Despite the visibility of the indigenous in Rodríguez Freile’s daily life and society, he managed to define El carnero exclusively as a history of Europeans and Euro- Americans: “I wanted, as best as I could, to inform others about the conquest of this New Kingdom, about what happened between the time when its first Conquistadors settled it until the present time of writing, the year 1636” (Chapter 1); he then marginalized the indigenous subjectivity by means of a controlled and denigrating representation of it: “I have wanted to say all of this so that it would be understood that the Indians are capable of committing any evil act, that they kill men to rob them … I say all of this lest you let your guard down with them” (Chapter 16).

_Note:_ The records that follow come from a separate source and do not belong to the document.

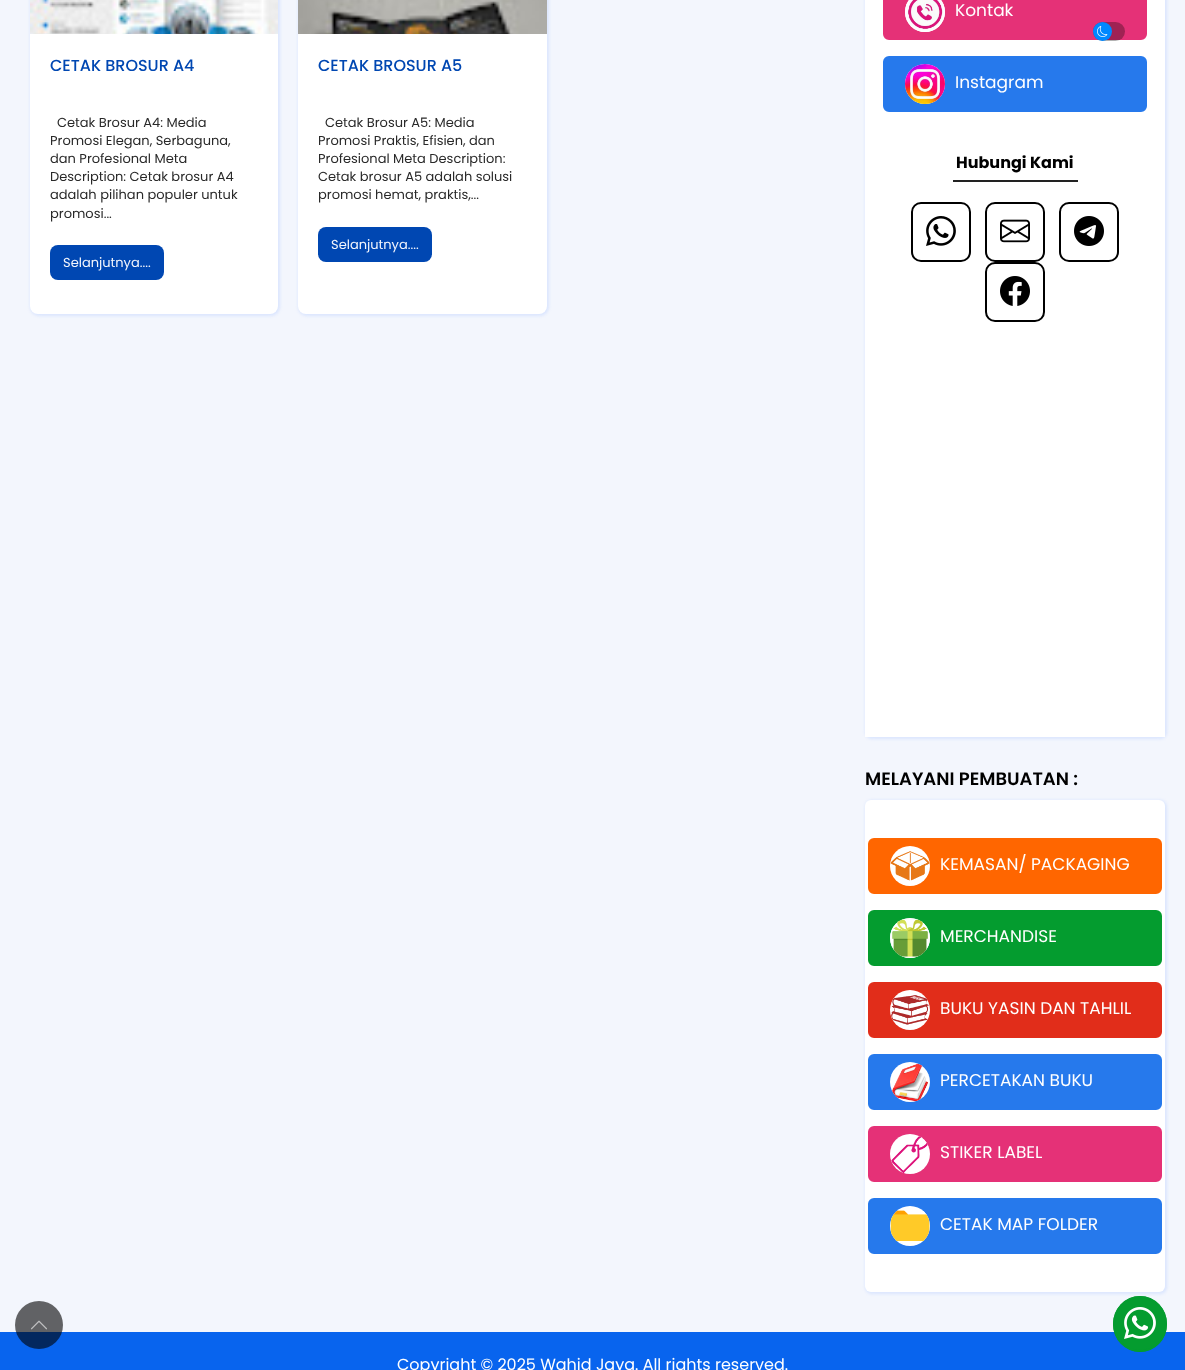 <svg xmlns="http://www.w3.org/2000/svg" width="1185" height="1370">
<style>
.a{font:500 16px Poppins;fill:#0047b2}
.b{font:13px Poppins;fill:#292929}
.c{font:13px Poppins;fill:#f3f6fd}
.d{font:17px Poppins;fill:#fff}
.e{font:bold 16px Poppins;fill:#000}
.f{font:600 18px Poppins;fill:#000}
.g{font:16px Poppins;fill:#fff}
</style>
<rect width="100%" height="100%" fill="#f3f6fd"/>
<rect fill="#dae5fe" filter="blur(1.5px)" x="30" y="-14" width="250" height="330" rx="9"/>
<rect fill="#fff" x="30" y="-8" width="248" height="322" rx="8"/>
<image href="1.png" x="30" y="0" width="248" height="34"/>
<rect fill="#0047b2" x="50" y="245" width="114" height="35" rx="8"/>
<rect fill="#dae5fe" filter="blur(1.5px)" x="298" y="-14" width="251" height="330" rx="9"/>
<rect fill="#fff" x="298" y="-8" width="249" height="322" rx="8"/>
<image href="2.png" x="298" y="0" width="249" height="34"/>
<rect fill="#0047b2" x="318" y="227" width="114" height="35" rx="8"/>
<rect fill="#dae5fe" filter="blur(1.5px)" x="865" y="-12" width="302" height="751" rx="7"/>
<path fill="#fff" d="M865 0h300v737H865z"/>
<rect fill="#e53177" stroke="#e53177" stroke-width="2" x="884" y="-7" width="262" height="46" rx="5"/>
<circle fill="#fff" cx="925" cy="12" r="20"/>
<image href="3.png" x="905" y="0" width="40" height="32"/>
<rect fill="#2679ec" stroke="#2679ec" stroke-width="2" x="884" y="57" width="262" height="54" rx="5"/>
<circle fill="#fff" cx="925" cy="84" r="20"/>
<image href="4.png" x="905" y="64" width="40" height="40"/>
<path fill="#222" d="M953 180h125v2H953z"/>
<rect fill="none" stroke="#000" stroke-width="2" x="912" y="203" width="58" height="58" rx="9"/>
<image href="5.png" x="926" y="216" width="30" height="30"/>
<rect fill="none" stroke="#000" stroke-width="2" x="986" y="203" width="58" height="58" rx="9"/>
<image href="6.png" x="1000" y="219" width="30" height="24"/>
<rect fill="none" stroke="#000" stroke-width="2" x="1060" y="203" width="58" height="58" rx="9"/>
<image href="7.png" x="1074" y="216" width="30" height="30"/>
<rect fill="none" stroke="#000" stroke-width="2" x="986" y="263" width="58" height="58" rx="9"/>
<image href="8.png" x="1000" y="276" width="30" height="30"/>
<rect fill="#dae5fe" filter="blur(1.5px)" x="865" y="800" width="302" height="494" rx="7"/>
<rect fill="#fff" x="865" y="800" width="300" height="492" rx="6"/>
<rect fill="#f60" stroke="#f60" stroke-width="2" x="869" y="839" width="292" height="54" rx="5"/>
<circle fill="#fff" cx="910" cy="866" r="20"/>
<image href="9.png" x="890" y="851" width="40" height="30"/>
<rect fill="#049c2f" stroke="#049c2f" stroke-width="2" x="869" y="911" width="292" height="54" rx="5"/>
<circle fill="#fff" cx="910" cy="938" r="20"/>
<image href="10.png" x="890" y="918" width="40" height="40"/>
<rect fill="#e12d1a" stroke="#e12d1a" stroke-width="2" x="869" y="983" width="292" height="54" rx="5"/>
<circle fill="#fff" cx="910" cy="1010" r="20"/>
<image href="11.png" x="891" y="995" width="38" height="30"/>
<rect fill="#2679ec" stroke="#2679ec" stroke-width="2" x="869" y="1055" width="292" height="54" rx="5"/>
<circle fill="#fff" cx="910" cy="1082" r="20"/>
<image href="12.png" x="892" y="1063" width="36" height="39"/>
<rect fill="#e53177" stroke="#e53177" stroke-width="2" x="869" y="1127" width="292" height="54" rx="5"/>
<circle fill="#fff" cx="910" cy="1154" r="20"/>
<image href="13.png" x="891" y="1136" width="37" height="37"/>
<rect fill="#2679ec" stroke="#2679ec" stroke-width="2" x="869" y="1199" width="292" height="54" rx="5"/>
<circle fill="#fff" cx="910" cy="1226" r="20"/>
<image href="14.png" x="890" y="1210" width="40" height="32"/>
<path fill="#0864ee" d="M0 1332h1185v38H0z"/>
<ellipse fill="#049c2f" cx="1140" cy="1324" rx="27" ry="28"/>
<path fill="none" stroke="#049c2f" stroke-width="2" d="M1140 1297c14.5 0 26 12 26 27c0 15-11.5 27-26 27c-14.5 0-26-12-26-27c0-15 11.5-27 26-27z"/>
<image href="15.png" x="1124" y="1307" width="32" height="32"/>
<rect fill="#0000004d" x="1093" y="22" width="32" height="19" rx="9.5"/>
<circle fill="#08f" cx="1102.5" cy="31.5" r="9.5"/>
<image href="16.png" x="1097" y="26" width="11" height="11"/>
<circle fill="#00000099" cx="39" cy="1325" r="24"/>
<image href="17.png" x="31" y="1320" width="16" height="10"/>
<text class="a" x="50" y="71">CETAK BROSUR A4</text>
<text class="b" x="57" y="127">Cetak Brosur A4: Media</text>
<text class="b" x="50" y="145">Promosi Elegan, Serbaguna,</text>
<text class="b" x="50" y="163">dan Profesional Meta</text>
<text class="b" x="50" y="181">Description: Cetak brosur A4</text>
<text class="b" x="50" y="199">adalah pilihan populer untuk</text>
<text class="b" x="50" y="218">promosi...</text>
<text class="c" x="63" y="267">Selanjutnya....</text>
<text class="a" x="318" y="71">CETAK BROSUR A5</text>
<text class="b" x="325" y="127">Cetak Brosur A5: Media</text>
<text class="b" x="318" y="145">Promosi Praktis, Efisien, dan</text>
<text class="b" x="318" y="163">Profesional Meta Description:</text>
<text class="b" x="318" y="181">Cetak brosur A5 adalah solusi</text>
<text class="b" x="318" y="199">promosi hemat, praktis,...</text>
<text class="c" x="331" y="249">Selanjutnya....</text>
<text class="d" x="955" y="16">Kontak</text>
<text class="d" x="955" y="88">Instagram</text>
<text class="e" x="956" y="168">Hubungi Kami</text>
<text class="f" x="865" y="785">MELAYANI PEMBUATAN :</text>
<text class="d" x="940" y="870">KEMASAN/ PACKAGING</text>
<text class="d" x="940" y="942">MERCHANDISE</text>
<text class="d" x="940" y="1014">BUKU YASIN DAN TAHLIL</text>
<text class="d" x="940" y="1086">PERCETAKAN BUKU</text>
<text class="d" x="940" y="1158">STIKER LABEL</text>
<text class="d" x="940" y="1230">CETAK MAP FOLDER</text>
<text class="g" x="397" y="1370">Copyright © 2025 Wahid Jaya. All rights reserved.</text>
</svg>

El carnero makes frequent references to the indigenous as servants throughout the text, or as a precious commodity (workforce), whose demographic decline threatens the material well-being of Spaniards and criollos. From the start, Rodríguez Freile laments the fact that there are still huge quantities of precious metals to be unearthed and taken to Spain, but there are not enough Indians to do it: “Many more and greater treasures could have been taken, as was necessary, had it not been for the lack of natives” (“Prologue to the reader”). Rodríguez Freile also gives the indigenous ample narrative space on five occasions. However, in all of them they are presented as either a flawed culture that needs to live under Spanish rule, as a people unworthy of good treatment by Spaniards or criollos, as individuals who hold riches they do not need or deserve, or as a threat to the security and development of colonial society.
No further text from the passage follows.